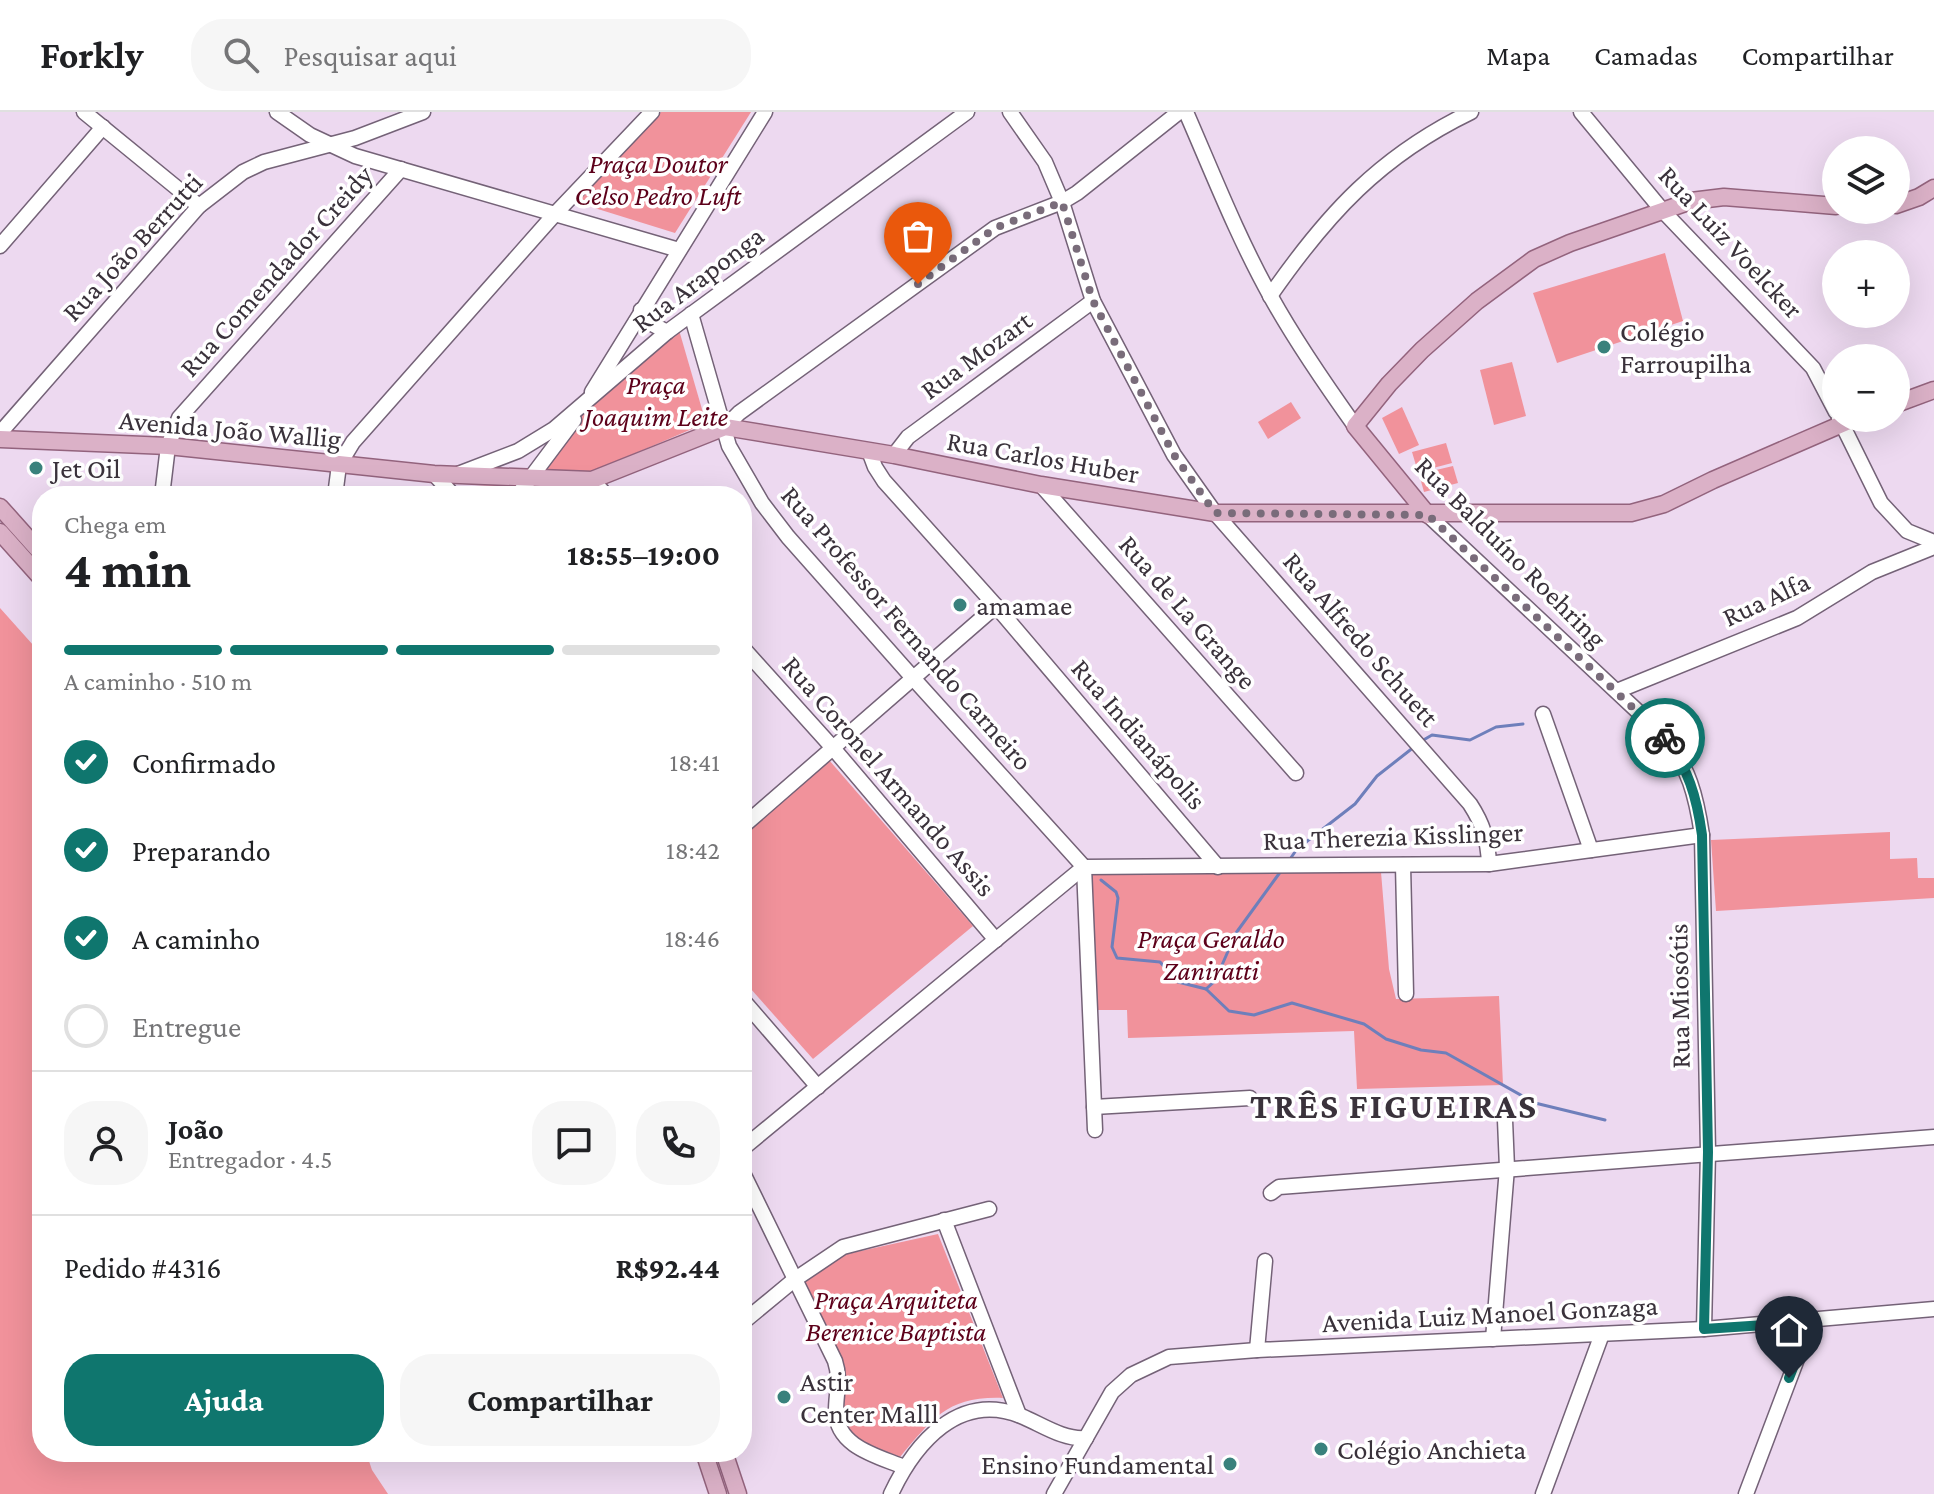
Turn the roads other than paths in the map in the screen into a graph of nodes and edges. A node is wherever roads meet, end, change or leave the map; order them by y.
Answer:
1 (84, 112) edge
2 (277, 112) edge
3 (423, 112) edge
4 (652, 112) edge
5 (765, 112) edge
6 (967, 112) edge
7 (1010, 112) edge
8 (1179, 112) edge
9 (1186, 112) edge
10 (1471, 112) edge
11 (1581, 112) edge
12 (103, 127) junction
13 (330, 145) junction
14 (401, 169) junction
15 (1934, 188) edge
16 (1910, 200) edge
17 (1062, 202) junction
18 (1822, 205) edge
19 (199, 206) junction
20 (1662, 210) junction
21 (554, 215) junction
22 (0, 246) edge
23 (679, 250) junction
24 (1270, 296) junction
25 (1093, 301) junction
26 (641, 310) junction
27 (691, 314) junction
28 (667, 332) junction
29 (1822, 383) edge
30 (1934, 390) edge
31 (1910, 399) edge
32 (585, 404) junction
33 (1355, 426) junction
34 (725, 427) junction
35 (1822, 428) edge
36 (1849, 432) edge
37 (0, 433) edge
38 (0, 439) edge
39 (168, 446) junction
40 (869, 451) junction
41 (894, 455) junction
42 (339, 465) junction
43 (434, 474) junction
44 (454, 475) junction
45 (531, 478) junction
46 (592, 480) junction
47 (1041, 485) junction
48 (163, 486) edge
49 (336, 486) edge
50 (445, 486) edge
51 (525, 486) edge
52 (580, 486) edge
53 (598, 486) edge
54 (0, 507) edge
55 (1215, 513) junction
56 (1428, 515) junction
57 (0, 532) edge
58 (32, 543) edge
59 (1934, 545) edge
60 (32, 568) edge
61 (996, 606) junction
62 (752, 658) edge
63 (913, 678) junction
64 (1603, 678) junction
65 (1637, 684) junction
66 (1617, 691) junction
67 (1543, 714) dead end
68 (833, 748) junction
69 (1296, 773) dead end
70 (752, 818) edge
71 (1702, 835) junction
72 (1591, 850) junction
73 (1489, 864) junction
74 (1403, 865) junction
75 (1084, 867) junction
76 (1218, 867) junction
77 (996, 940) junction
78 (1406, 994) dead end
79 (752, 1011) edge
80 (818, 1087) junction
81 (1250, 1098) dead end
82 (1094, 1107) junction
83 (1505, 1120) dead end
84 (1095, 1130) dead end
85 (1934, 1137) edge
86 (752, 1141) edge
87 (1708, 1152) junction
88 (1507, 1168) junction
89 (752, 1192) edge
90 (1271, 1193) dead end
91 (989, 1209) dead end
92 (944, 1220) junction
93 (1265, 1261) dead end
94 (794, 1280) junction
95 (774, 1296) junction
96 (807, 1306) junction
97 (1934, 1309) edge
98 (752, 1315) edge
99 (1811, 1322) junction
100 (1704, 1329) junction
101 (1602, 1334) junction
102 (1493, 1339) junction
103 (1257, 1350) junction
104 (1019, 1415) junction
105 (1046, 1427) junction
106 (1090, 1432) junction
107 (1077, 1452) junction
108 (707, 1462) edge
109 (727, 1462) edge
110 (904, 1467) junction
111 (736, 1493) edge
112 (718, 1494) edge
113 (891, 1494) edge
114 (1054, 1494) edge
115 (1543, 1494) edge
116 (1746, 1494) edge

1 - 12 street
2 - 13 street
3 - 13 street, Rua João Berrutti
4 - 21 street
5 - 23 street
6 - 27 street, Rua Araponga
7 - 17 street, Rua Alfredo Schuett
8 - 17 street
9 - 24 street, Rua Balduíno Roehring
10 - 24 street
11 - 20 street, Rua Luiz Voelcker
12 - 19 street
12 - 22 street
13 - 14 street
13 - 19 street, Rua João Berrutti
14 - 21 street
14 - 39 street, Rua Comendador Creidy
15 - 16 main road
17 - 25 street, Rua Alfredo Schuett
17 - 34 street
18 - 20 main road
19 - 37 street, Rua João Berrutti
20 - 29 street, Rua Luiz Voelcker
20 - 33 main road
21 - 23 street
21 - 42 street
23 - 26 street
24 - 33 street, Rua Balduíno Roehring
25 - 41 street, Rua Mozart
25 - 55 street, Rua Alfredo Schuett
26 - 28 street
26 - 32 street
27 - 28 street, Rua Araponga
27 - 34 street, Rua Professor Fernando Carneiro
28 - 32 street, Rua Araponga
30 - 31 main road
32 - 44 street, Rua Araponga
32 - 45 street
33 - 56 main road, Rua Balduíno Roehring
34 - 40 main road, Rua Carlos Huber
34 - 46 main road
34 - 63 street, Rua Professor Fernando Carneiro
35 - 56 main road, Rua Carlos Huber
36 - 59 street, Rua Luiz Voelcker
38 - 39 main road, Avenida João Wallig
39 - 42 main road, Avenida João Wallig
39 - 48 street, Rua Comendador Creidy
40 - 41 main road, Rua Carlos Huber
40 - 61 street, Rua Indianápolis
41 - 47 main road, Rua Carlos Huber
42 - 43 main road, Avenida João Wallig
42 - 49 street
43 - 44 main road, Avenida João Wallig
43 - 50 street
44 - 45 main road
45 - 46 main road
45 - 51 street
46 - 52 street
46 - 53 street
47 - 55 main road, Rua Carlos Huber
47 - 69 street, Rua de La Grange
54 - 58 main road
55 - 56 main road, Rua Carlos Huber
55 - 73 street, Rua Alfredo Schuett
56 - 64 street, Rua Balduíno Roehring
57 - 60 main road
59 - 65 street, Rua Alfa
61 - 63 street
61 - 76 street, Rua Indianápolis
62 - 68 street, Rua Coronel Armando Assis
63 - 68 street
63 - 75 street, Rua Professor Fernando Carneiro
64 - 65 street
64 - 66 street, Rua Balduíno Roehring
65 - 66 street, Rua Alfa
66 - 71 street, Rua Miosótis
67 - 72 street
68 - 70 street
68 - 77 street, Rua Coronel Armando Assis
71 - 72 street, Rua Therezia Kisslinger
71 - 87 street, Rua Miosótis
72 - 73 street, Rua Therezia Kisslinger
73 - 74 street, Rua Therezia Kisslinger
74 - 76 street, Rua Therezia Kisslinger
74 - 78 street
75 - 76 street, Rua Therezia Kisslinger
75 - 77 street
75 - 82 street
77 - 80 street
79 - 80 street
80 - 86 street
81 - 82 street
82 - 84 street
83 - 88 street
85 - 87 street
87 - 88 street
87 - 100 street, Rua Miosótis
88 - 90 street
88 - 102 street
89 - 94 street
91 - 92 street
92 - 94 street
92 - 104 street
93 - 103 street
94 - 95 street
94 - 96 street
95 - 96 street
95 - 98 street
96 - 110 street
97 - 99 street, Avenida Luiz Manoel Gonzaga
99 - 100 street, Avenida Luiz Manoel Gonzaga
99 - 116 street
100 - 101 street, Avenida Luiz Manoel Gonzaga
101 - 102 street, Avenida Luiz Manoel Gonzaga
101 - 115 street
102 - 103 street, Avenida Luiz Manoel Gonzaga
103 - 106 street, Avenida Luiz Manoel Gonzaga
104 - 105 street
104 - 110 street
105 - 106 street
105 - 107 street
106 - 107 street, Avenida Luiz Manoel Gonzaga
107 - 114 street, Avenida Luiz Manoel Gonzaga
108 - 112 main road
109 - 111 main road
110 - 113 street

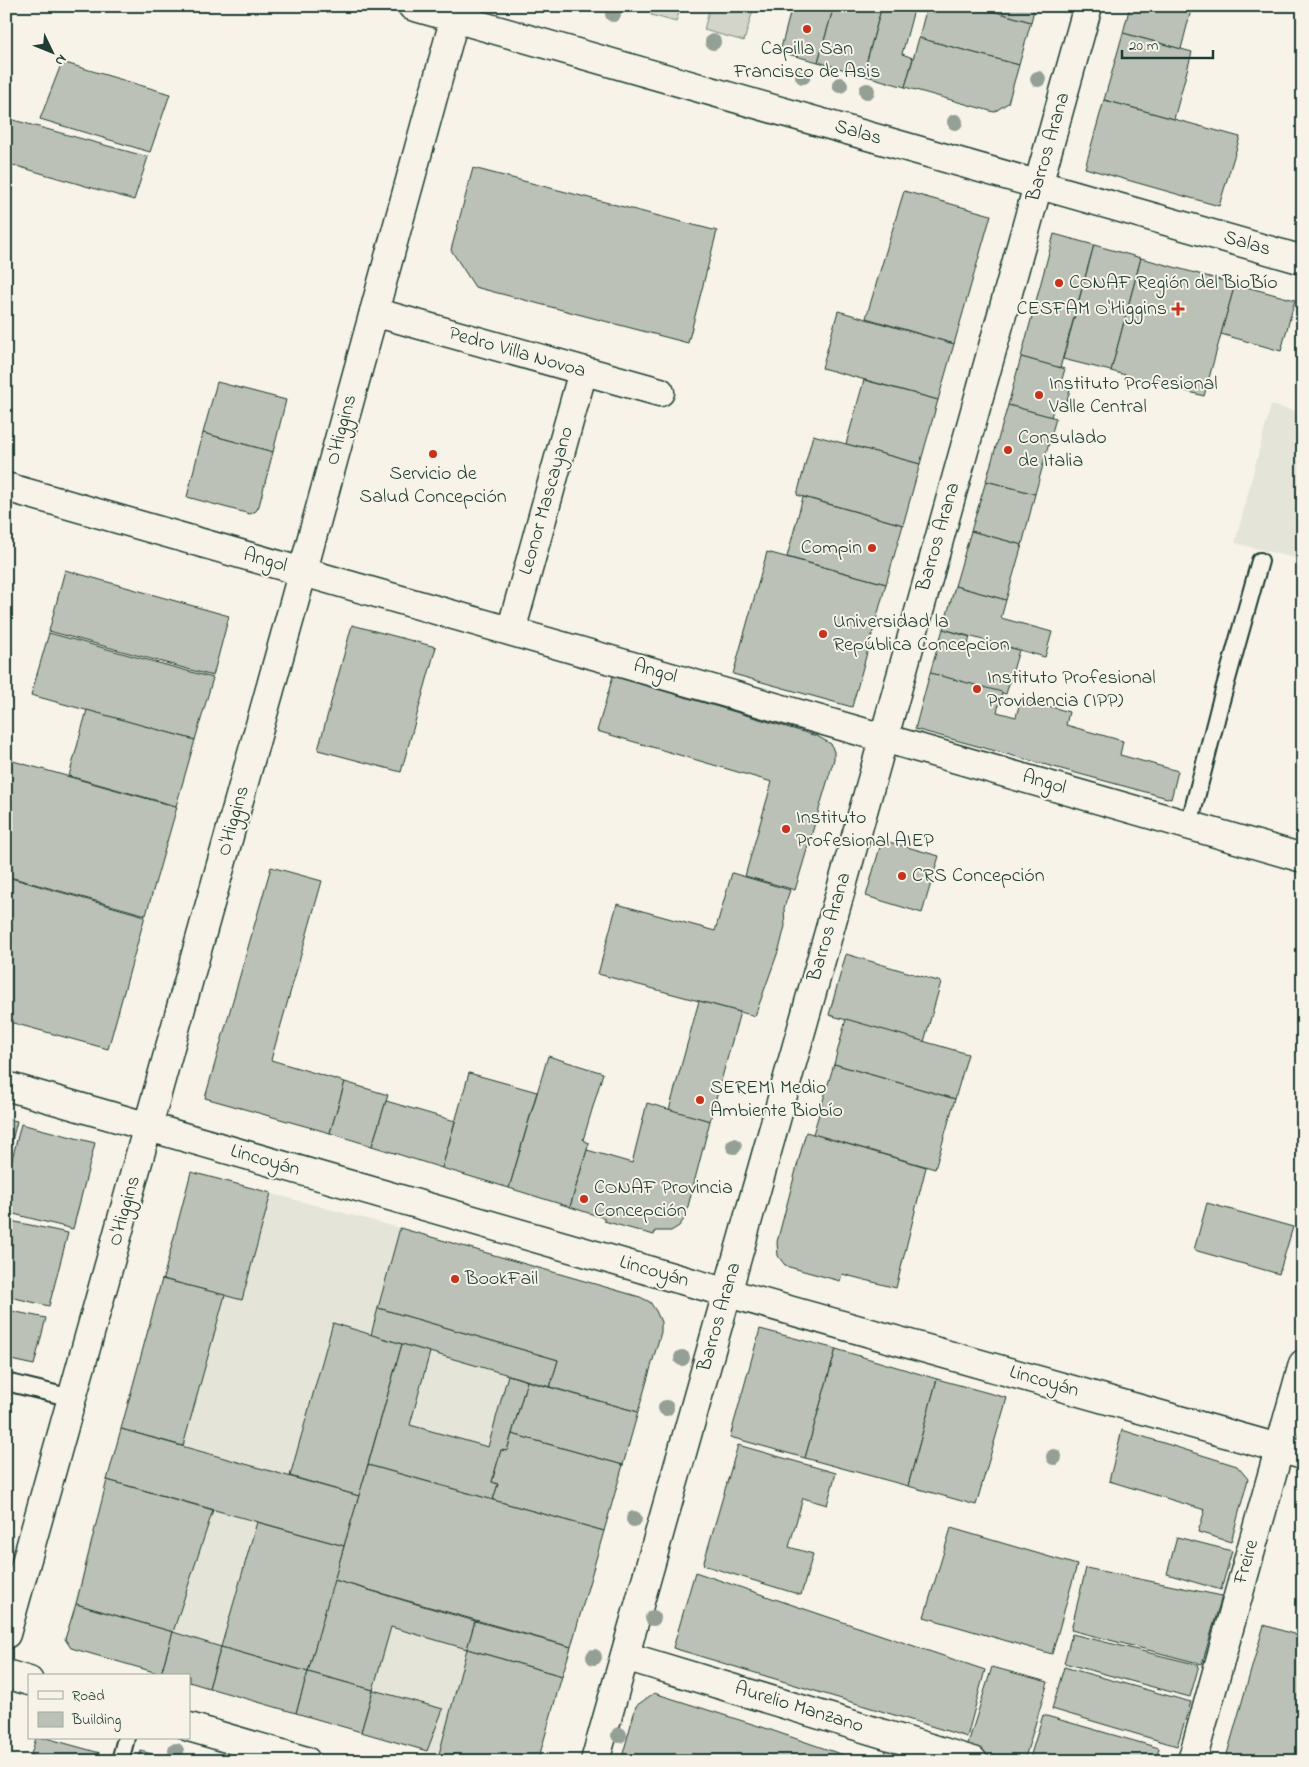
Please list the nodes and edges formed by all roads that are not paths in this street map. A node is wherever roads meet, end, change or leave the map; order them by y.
1 (412, 6) edge
2 (1088, 6) edge
3 (457, 12) edge
4 (1038, 185) junction
5 (1303, 260) edge
6 (374, 312) junction
7 (583, 372) junction
8 (660, 392) dead end
9 (6, 487) edge
10 (1260, 561) dead end
11 (303, 572) junction
12 (511, 631) junction
13 (884, 737) junction
14 (1189, 825) junction
15 (1303, 858) edge
16 (6, 1086) edge
17 (148, 1127) junction
18 (727, 1293) junction
19 (1303, 1364) edge
20 (6, 1382) edge
21 (72, 1398) junction
22 (1291, 1452) edge
23 (6, 1634) edge
24 (625, 1656) junction
25 (6, 1674) edge
26 (28, 1681) edge
27 (190, 1727) edge
28 (125, 1740) edge
29 (120, 1761) edge
30 (306, 1761) edge
31 (596, 1761) edge
32 (973, 1761) edge
33 (1192, 1761) edge

1 - 3 street, Salas
2 - 4 street, Barros Arana
3 - 4 street, Salas
3 - 6 street, O'Higgins
4 - 5 street, Salas
4 - 13 street, Barros Arana
6 - 7 street, Pedro Villa Novoa
6 - 11 street, O'Higgins
7 - 8 street, Pedro Villa Novoa
7 - 12 street, Leonor Mascayano
9 - 11 street, Angol
10 - 14 lane
11 - 12 street, Angol
11 - 17 street, O'Higgins
12 - 13 street, Angol
13 - 14 street, Angol
13 - 18 street, Barros Arana
14 - 15 street, Angol
16 - 17 street, Lincoyán
17 - 18 street, Lincoyán
17 - 21 street, O'Higgins
18 - 22 street, Lincoyán
18 - 24 street, Barros Arana
19 - 22 street, Freire
20 - 21 lane
21 - 23 street, O'Higgins
22 - 33 street, Freire
24 - 31 street, Barros Arana
24 - 32 street, Aurelio Manzano
25 - 26 street
27 - 30 street
28 - 29 lane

## Task prompt
Copy each line from the records above that includes the string "Arana".

## Result of this task
2 - 4 street, Barros Arana
4 - 13 street, Barros Arana
13 - 18 street, Barros Arana
18 - 24 street, Barros Arana
24 - 31 street, Barros Arana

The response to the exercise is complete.